CredHub deployments can fail for various reasons. This topic provides a summary of how to troubleshoot a failed installation or successful installation that does not run as expected. The first section describes deployment failures, which occur when deploying or upgrading CredHub. The second section provides information about usability failures, which occur when interacting with CredHub.
When a deployment fails, it usually falls into one of three categories:
If you experience an error with a specific message, use the Error List to remediate it.
A configuration error occurs before CredHub deploys. These types of errors are caused by issues in the deployment configuration of CredHub. Here is a sample error:
Using deployment 'credhub' Evaluating manifest: yaml: line 63: could not find expected ':' Exit code 1
This class of errors always start with “yaml” and occur before the BOSH task is created. They indicate an error in parsing the manifest yaml.
To correct these kinds of errors, validate the structure of your manifest at the line specified to ensure it uses the proper format and indentation.
You may also see the following error format.
Task 474 18:20:35 | Preparing deployment: Preparing deployment (00:00:13) 18:20:52 | Error: Unable to render instance groups for deployment. Errors are: - Unable to render jobs for instance group 'credhub'. Errors are: - Unable to render templates for job 'credhub'. Errors are: - Error filling in template 'application.yml.erb' (line 22: Can't find property '["credhub.data_storage.type"]') Started Thu Jan 26 18:20:35 UTC 2017 Finished Thu Jan 26 18:20:52 UTC 2017 Duration 00:00:17 Task 474 error Updating deployment: Expected task '474' to succeed but was state is 'error' Exit code 1
This error indicates a required field is not defined in the manifest. The error above indicates the specific problem, a missing configuration value:
Can't find property '["credhub.data_storage.type"]'.
A similar error may also be caused by missing or invalid values. See the example below:
Task 697 21:27:55 | Preparing deployment: Preparing deployment (00:00:14) 21:28:13 | Error: Unable to render instance groups for deployment. Errors are: - Unable to render jobs for instance group 'credhub'. Errors are: - Unable to render templates for job 'credhub'. Errors are: - Error filling in template 'pre-start.erb' (line 15: undefined method `' for nil:NilClass) Started Thu Jan 26 21:27:55 UTC 2017 Finished Thu Jan 26 21:28:13 UTC 2017 Duration 00:00:18 Task 697 error Updating deployment: Expected task '697' to succeed but was state is 'error' Exit code 1
You can narrow down the missing or invalid value for this type of error by checking the specified line number of the template indicated.
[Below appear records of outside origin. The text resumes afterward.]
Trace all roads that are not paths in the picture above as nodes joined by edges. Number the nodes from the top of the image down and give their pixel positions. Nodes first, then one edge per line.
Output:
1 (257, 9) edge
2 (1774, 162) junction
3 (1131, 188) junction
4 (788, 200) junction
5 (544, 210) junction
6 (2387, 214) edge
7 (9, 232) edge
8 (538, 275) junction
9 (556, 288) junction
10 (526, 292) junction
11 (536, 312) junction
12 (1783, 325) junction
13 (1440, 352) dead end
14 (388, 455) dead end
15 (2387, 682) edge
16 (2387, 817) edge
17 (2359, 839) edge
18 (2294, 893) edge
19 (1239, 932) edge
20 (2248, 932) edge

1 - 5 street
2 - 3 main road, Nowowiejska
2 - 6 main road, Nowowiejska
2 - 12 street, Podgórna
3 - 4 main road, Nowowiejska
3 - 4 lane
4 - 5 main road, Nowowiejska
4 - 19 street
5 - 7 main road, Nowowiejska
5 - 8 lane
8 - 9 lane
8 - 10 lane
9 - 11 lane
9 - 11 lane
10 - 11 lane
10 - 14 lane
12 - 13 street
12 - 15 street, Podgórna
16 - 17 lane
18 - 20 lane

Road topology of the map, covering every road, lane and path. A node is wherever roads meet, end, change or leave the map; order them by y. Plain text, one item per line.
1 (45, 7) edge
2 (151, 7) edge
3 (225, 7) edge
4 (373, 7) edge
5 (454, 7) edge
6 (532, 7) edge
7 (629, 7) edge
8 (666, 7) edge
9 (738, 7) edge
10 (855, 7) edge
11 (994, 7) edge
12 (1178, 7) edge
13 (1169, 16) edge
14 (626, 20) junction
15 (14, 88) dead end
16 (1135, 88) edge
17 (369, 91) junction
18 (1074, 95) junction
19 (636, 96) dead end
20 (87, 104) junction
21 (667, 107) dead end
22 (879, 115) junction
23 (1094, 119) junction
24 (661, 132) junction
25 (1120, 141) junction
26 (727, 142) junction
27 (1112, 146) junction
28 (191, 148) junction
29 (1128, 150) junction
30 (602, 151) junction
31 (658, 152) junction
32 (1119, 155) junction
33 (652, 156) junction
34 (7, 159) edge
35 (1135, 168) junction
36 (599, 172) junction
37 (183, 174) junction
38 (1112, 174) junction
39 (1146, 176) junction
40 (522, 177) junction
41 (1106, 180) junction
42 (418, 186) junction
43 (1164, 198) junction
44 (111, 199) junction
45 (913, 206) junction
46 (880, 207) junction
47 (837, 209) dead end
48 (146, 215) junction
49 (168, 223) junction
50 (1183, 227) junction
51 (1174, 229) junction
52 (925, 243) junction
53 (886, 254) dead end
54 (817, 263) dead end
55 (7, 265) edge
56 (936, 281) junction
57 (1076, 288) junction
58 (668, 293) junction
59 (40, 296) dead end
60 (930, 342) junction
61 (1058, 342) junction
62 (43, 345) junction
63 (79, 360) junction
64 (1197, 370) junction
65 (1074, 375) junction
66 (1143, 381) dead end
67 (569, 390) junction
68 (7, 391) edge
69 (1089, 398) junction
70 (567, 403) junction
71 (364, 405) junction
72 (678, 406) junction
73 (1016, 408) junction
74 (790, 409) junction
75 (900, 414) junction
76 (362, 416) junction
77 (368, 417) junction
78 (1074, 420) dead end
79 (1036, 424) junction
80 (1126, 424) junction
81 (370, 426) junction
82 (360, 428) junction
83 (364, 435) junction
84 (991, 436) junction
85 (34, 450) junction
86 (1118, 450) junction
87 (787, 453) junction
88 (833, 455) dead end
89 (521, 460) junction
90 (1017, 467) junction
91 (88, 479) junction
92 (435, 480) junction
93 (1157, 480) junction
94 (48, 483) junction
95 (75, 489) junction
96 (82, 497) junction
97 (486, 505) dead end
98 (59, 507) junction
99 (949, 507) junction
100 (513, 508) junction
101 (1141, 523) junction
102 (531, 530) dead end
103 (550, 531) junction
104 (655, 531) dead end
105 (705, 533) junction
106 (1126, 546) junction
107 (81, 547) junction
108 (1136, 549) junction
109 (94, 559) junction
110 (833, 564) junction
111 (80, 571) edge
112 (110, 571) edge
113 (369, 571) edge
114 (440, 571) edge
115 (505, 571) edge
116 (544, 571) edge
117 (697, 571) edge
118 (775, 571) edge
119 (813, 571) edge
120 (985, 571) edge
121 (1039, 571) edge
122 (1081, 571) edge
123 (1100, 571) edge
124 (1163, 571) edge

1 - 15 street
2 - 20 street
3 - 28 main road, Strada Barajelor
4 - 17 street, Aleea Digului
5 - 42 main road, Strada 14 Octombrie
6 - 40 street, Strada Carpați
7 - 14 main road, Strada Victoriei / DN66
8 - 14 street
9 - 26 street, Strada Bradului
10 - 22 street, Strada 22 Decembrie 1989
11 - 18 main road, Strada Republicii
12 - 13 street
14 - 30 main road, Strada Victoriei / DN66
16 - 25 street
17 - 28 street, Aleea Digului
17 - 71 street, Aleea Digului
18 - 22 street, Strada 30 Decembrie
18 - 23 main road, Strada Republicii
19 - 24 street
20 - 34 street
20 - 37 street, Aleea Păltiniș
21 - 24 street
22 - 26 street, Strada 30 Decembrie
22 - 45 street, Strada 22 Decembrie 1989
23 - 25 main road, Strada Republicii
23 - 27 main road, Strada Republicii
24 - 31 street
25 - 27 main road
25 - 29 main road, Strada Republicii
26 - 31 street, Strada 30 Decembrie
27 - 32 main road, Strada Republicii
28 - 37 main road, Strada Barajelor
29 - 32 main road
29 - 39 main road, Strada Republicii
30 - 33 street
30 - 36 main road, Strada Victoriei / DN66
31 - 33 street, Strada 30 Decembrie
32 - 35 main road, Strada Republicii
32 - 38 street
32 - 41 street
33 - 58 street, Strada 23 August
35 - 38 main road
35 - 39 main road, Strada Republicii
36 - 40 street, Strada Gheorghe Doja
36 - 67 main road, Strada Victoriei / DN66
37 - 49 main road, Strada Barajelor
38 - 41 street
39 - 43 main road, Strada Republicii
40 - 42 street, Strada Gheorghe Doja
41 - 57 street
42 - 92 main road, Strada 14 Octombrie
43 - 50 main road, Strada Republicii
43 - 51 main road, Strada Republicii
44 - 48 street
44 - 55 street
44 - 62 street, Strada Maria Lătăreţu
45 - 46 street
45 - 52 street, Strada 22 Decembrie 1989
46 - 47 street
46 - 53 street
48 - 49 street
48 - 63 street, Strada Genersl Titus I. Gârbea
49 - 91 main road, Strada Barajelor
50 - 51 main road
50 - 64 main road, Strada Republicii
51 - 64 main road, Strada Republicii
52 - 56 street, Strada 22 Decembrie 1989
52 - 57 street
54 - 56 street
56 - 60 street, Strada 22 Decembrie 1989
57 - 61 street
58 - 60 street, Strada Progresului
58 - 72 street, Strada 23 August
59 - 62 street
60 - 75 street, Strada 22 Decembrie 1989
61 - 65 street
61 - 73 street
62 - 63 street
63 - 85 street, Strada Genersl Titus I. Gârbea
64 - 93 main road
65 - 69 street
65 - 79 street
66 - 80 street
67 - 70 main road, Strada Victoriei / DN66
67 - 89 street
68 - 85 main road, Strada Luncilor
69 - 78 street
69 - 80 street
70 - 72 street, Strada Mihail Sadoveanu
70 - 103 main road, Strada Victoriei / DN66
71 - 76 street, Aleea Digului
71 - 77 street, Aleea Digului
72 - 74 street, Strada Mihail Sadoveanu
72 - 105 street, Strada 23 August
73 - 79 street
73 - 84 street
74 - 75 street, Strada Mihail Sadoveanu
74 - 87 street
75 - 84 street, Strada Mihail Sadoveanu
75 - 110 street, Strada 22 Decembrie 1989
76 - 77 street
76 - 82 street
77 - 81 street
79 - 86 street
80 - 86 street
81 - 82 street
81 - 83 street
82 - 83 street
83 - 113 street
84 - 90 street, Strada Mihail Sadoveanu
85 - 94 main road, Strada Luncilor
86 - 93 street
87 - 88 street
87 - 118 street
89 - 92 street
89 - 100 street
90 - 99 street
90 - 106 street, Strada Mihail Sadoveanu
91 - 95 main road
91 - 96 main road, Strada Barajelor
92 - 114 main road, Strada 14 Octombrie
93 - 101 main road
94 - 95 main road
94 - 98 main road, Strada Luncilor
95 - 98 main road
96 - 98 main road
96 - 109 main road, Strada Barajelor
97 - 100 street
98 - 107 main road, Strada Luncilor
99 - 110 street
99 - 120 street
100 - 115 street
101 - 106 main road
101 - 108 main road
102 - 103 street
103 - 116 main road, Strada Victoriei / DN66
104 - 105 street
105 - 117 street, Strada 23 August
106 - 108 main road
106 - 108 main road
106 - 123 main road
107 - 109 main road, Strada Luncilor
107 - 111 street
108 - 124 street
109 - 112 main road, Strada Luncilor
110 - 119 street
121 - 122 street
For example, the above
template 'pre-start.erb' (line 15) can be found here.
Pre-start errors occur when CredHub is unable to perform pre-start tasks. Errors of this type are expressed as follows:
Task 789 22:34:08 | Preparing deployment: Preparing deployment (00:00:14) 22:34:26 | Preparing package compilation: Finding packages to compile (00:00:02) 22:34:28 | Updating instance dan-credhub: credhub/0261faa8-f5f4-4f6e-8ebe-3cfcba3f7190 (0) (canary) (00:00:18) L Error: Action Failed get_task: Task c69563a2-51e7-4b10-5c64-bb084ef85863 result: 1 of 1 pre-start scripts failed. Failed Jobs: credhub. 22:34:46 | Error: Action Failed get_task: Task c69563a2-51e7-4b10-5c64-bb084ef85863 result: 1 of 1 pre-start scripts failed. Failed Jobs: credhub. Started Thu Jan 26 22:34:08 UTC 2017 Finished Thu Jan 26 22:34:46 UTC 2017 Duration 00:00:38 Task 789 error Updating deployment: Expected task '789' to succeed but was state is 'error' Exit code 1
Access the pre-start logs to troubleshoot these errors. These logs are stored on the deployed machine in the location
pre-start.stdout.log. You must SSH onto the deployment machine or SCP the logs from the machine.
The pre-start logs are much less verbose than the general application logs, so you will probably see the cause of the pre-start failure in the format
keytool error: java.lang.Exception: Input not an X.509 certificate.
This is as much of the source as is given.